WORK INSTRUCTION -> Copy every line of the entries that includes the word "FUCHS".
(EXTRACTED DATA begins)
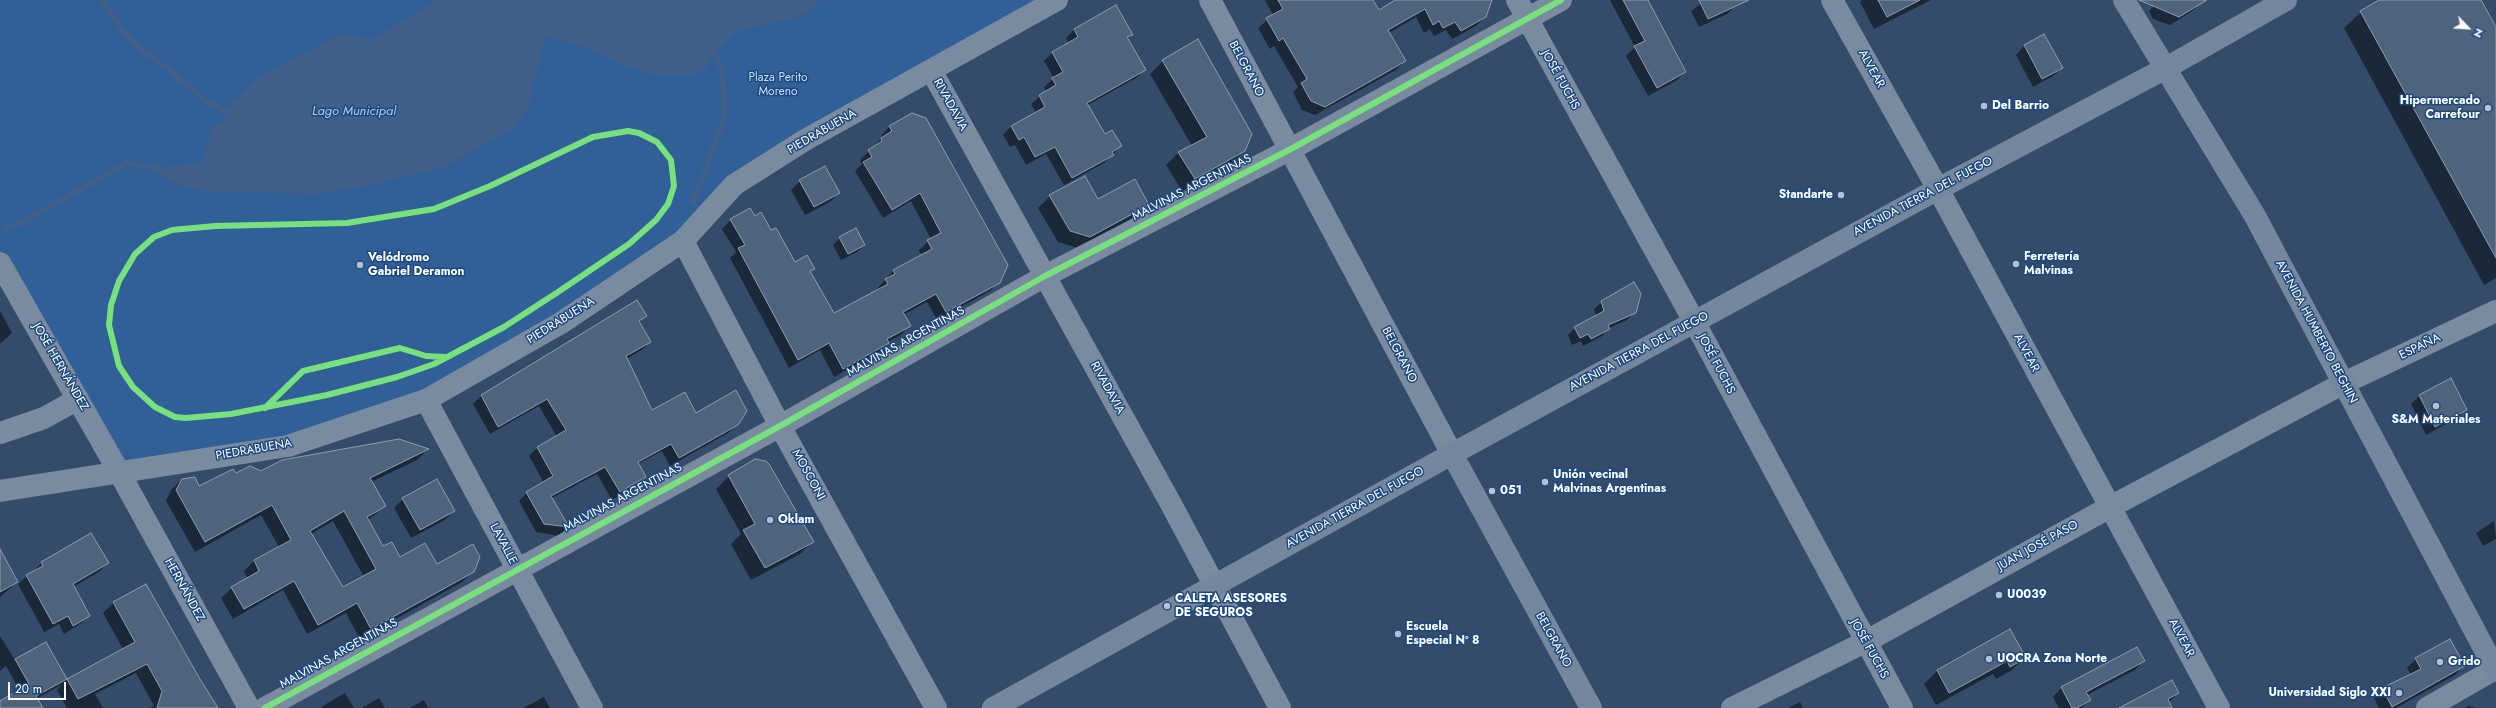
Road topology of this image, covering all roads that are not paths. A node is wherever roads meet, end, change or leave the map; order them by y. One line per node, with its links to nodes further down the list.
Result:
1 (1057, 0): 10 (street, PIEDRABUENA)
2 (1210, 0): 11 (street, BELGRANO)
3 (1517, 0): 8 (street, JOSÉ FUCHS)
4 (1561, 0): 8 (street, MALVINAS ARGENTINAS)
5 (1832, 0): 12 (street, ALVEAR)
6 (2124, 0): 9 (street, AVENIDA HUMBERTO BEGHIN)
7 (2286, 0): 9 (street, AVENIDA TIERRA DEL FUEGO)
8 (1527, 20): 11 (street, MALVINAS ARGENTINAS); 17 (street, JOSÉ FUCHS)
9 (2166, 68): 12 (street, AVENIDA TIERRA DEL FUEGO); 18 (street, AVENIDA HUMBERTO BEGHIN)
10 (931, 70): 13 (street, PIEDRABUENA); 15 (street, RIVADAVIA)
11 (1289, 150): 15 (street, MALVINAS ARGENTINAS); 23 (street, BELGRANO)
12 (1938, 189): 17 (street, AVENIDA TIERRA DEL FUEGO); 26 (street, ALVEAR)
13 (683, 241): 20 (street, PIEDRABUENA); 21 (street, MOSCONI)
14 (0, 263): 19 (street, JOSÉ HERNÁNDEZ)
15 (1045, 276): 21 (street, MALVINAS ARGENTINAS); 28 (street, RIVADAVIA)
16 (2496, 311): 18 (street, ESPAÑA)
17 (1695, 323): 23 (street, AVENIDA TIERRA DEL FUEGO); 29 (street, JOSÉ FUCHS)
18 (2344, 384): 26 (street, JUAN JOSÉ PASO); 30 (street, AVENIDA HUMBERTO BEGHIN)
19 (78, 399): 22 (street); 24 (street, JOSÉ HERNÁNDEZ)
20 (426, 400): 24 (street, PIEDRABUENA); 27 (street, LAVALLE)
21 (780, 426): 27 (street, MALVINAS ARGENTINAS); 34 (street, MOSCONI)
22 (0, 433)
23 (1452, 454): 28 (street, AVENIDA TIERRA DEL FUEGO); 37 (street, BELGRANO)
24 (119, 472): 25 (street, PIEDRABUENA); 31 (street, HERNÁNDEZ)
25 (0, 491)
26 (2110, 508): 29 (street, JUAN JOSÉ PASO); 40 (street, ALVEAR)
27 (516, 569): 32 (street, MALVINAS ARGENTINAS); 33 (street, LAVALLE)
28 (1214, 587): 35 (street, AVENIDA TIERRA DEL FUEGO); 36 (street, RIVADAVIA)
29 (1865, 642): 38 (street, JUAN JOSÉ PASO); 39 (street, JOSÉ FUCHS)
30 (2496, 670): 41 (street)
31 (249, 708)
32 (265, 708)
33 (592, 708)
34 (936, 708)
35 (993, 708)
36 (1280, 708)
37 (1591, 708)
38 (1732, 708)
39 (1902, 708)
40 (2218, 708)
41 (2427, 708)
(EXTRACTED DATA ends)
PROBLEM SOLUTION ->
3 (1517, 0): 8 (street, JOSÉ FUCHS)
8 (1527, 20): 11 (street, MALVINAS ARGENTINAS); 17 (street, JOSÉ FUCHS)
17 (1695, 323): 23 (street, AVENIDA TIERRA DEL FUEGO); 29 (street, JOSÉ FUCHS)
29 (1865, 642): 38 (street, JUAN JOSÉ PASO); 39 (street, JOSÉ FUCHS)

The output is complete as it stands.